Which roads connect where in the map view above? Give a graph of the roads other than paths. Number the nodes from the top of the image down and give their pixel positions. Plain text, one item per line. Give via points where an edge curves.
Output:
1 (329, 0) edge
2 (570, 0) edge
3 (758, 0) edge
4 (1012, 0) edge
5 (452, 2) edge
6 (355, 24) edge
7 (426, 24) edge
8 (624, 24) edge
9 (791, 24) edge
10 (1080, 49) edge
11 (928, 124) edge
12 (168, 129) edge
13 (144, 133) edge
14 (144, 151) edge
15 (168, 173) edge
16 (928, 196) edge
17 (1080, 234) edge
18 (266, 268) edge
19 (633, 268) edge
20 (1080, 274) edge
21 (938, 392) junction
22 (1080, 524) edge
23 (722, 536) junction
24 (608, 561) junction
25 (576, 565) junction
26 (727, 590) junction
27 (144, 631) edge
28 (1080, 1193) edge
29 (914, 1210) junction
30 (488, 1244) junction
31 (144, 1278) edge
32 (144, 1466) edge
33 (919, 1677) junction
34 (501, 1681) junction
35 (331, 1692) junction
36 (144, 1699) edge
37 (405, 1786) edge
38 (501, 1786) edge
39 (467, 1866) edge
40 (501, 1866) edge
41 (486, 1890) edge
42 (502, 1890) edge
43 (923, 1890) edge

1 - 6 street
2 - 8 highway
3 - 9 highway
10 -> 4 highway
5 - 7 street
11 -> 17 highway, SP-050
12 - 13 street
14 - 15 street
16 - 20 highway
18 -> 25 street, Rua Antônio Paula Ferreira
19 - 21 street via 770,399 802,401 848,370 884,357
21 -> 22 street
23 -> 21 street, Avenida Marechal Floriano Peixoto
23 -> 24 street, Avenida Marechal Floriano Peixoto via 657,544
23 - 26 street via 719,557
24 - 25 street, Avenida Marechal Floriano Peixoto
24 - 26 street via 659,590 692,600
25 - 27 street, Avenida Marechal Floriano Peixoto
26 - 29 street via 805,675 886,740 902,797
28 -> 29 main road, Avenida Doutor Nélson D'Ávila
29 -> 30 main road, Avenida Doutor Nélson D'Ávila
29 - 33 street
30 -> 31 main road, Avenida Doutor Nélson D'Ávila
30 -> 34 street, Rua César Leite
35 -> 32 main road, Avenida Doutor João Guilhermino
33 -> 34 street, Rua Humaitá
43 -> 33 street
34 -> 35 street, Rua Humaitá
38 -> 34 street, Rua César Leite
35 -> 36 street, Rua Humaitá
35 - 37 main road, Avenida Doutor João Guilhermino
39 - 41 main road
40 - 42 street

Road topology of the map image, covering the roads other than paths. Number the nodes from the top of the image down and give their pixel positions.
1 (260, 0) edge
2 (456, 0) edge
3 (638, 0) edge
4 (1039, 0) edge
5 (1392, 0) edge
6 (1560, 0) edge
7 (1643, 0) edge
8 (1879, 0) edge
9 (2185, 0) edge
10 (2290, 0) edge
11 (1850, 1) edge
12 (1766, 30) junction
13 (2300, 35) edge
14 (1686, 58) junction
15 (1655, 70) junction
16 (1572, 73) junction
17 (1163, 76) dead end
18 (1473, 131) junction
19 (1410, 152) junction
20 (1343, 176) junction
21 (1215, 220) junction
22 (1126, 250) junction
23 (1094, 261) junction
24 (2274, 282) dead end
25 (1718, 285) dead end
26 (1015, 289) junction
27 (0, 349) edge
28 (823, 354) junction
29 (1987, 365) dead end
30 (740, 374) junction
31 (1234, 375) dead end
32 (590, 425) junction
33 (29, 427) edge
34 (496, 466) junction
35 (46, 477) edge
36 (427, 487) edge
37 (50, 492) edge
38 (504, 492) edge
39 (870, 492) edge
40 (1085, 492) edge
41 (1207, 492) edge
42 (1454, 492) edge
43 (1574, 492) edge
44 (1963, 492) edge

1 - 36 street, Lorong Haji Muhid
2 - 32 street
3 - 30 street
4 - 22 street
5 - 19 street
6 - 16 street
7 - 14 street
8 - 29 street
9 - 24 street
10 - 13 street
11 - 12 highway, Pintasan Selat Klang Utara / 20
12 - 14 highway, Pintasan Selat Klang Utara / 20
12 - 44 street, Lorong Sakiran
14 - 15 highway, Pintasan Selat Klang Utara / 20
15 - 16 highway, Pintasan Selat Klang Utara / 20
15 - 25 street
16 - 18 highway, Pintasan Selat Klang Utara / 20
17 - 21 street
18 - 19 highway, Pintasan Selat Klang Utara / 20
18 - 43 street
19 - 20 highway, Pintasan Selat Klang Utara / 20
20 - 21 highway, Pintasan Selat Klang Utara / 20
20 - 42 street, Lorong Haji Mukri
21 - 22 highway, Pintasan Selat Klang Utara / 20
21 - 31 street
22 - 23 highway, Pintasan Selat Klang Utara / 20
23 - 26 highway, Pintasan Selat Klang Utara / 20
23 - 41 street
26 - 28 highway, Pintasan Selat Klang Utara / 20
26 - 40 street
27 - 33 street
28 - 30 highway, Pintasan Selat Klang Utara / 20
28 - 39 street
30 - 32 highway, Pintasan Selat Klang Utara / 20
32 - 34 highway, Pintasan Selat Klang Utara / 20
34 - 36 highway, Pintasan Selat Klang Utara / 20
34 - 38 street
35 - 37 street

- [Your instructions]: Tally the lines above containing "Ávila"; give only the number.

- [Answer below]: 3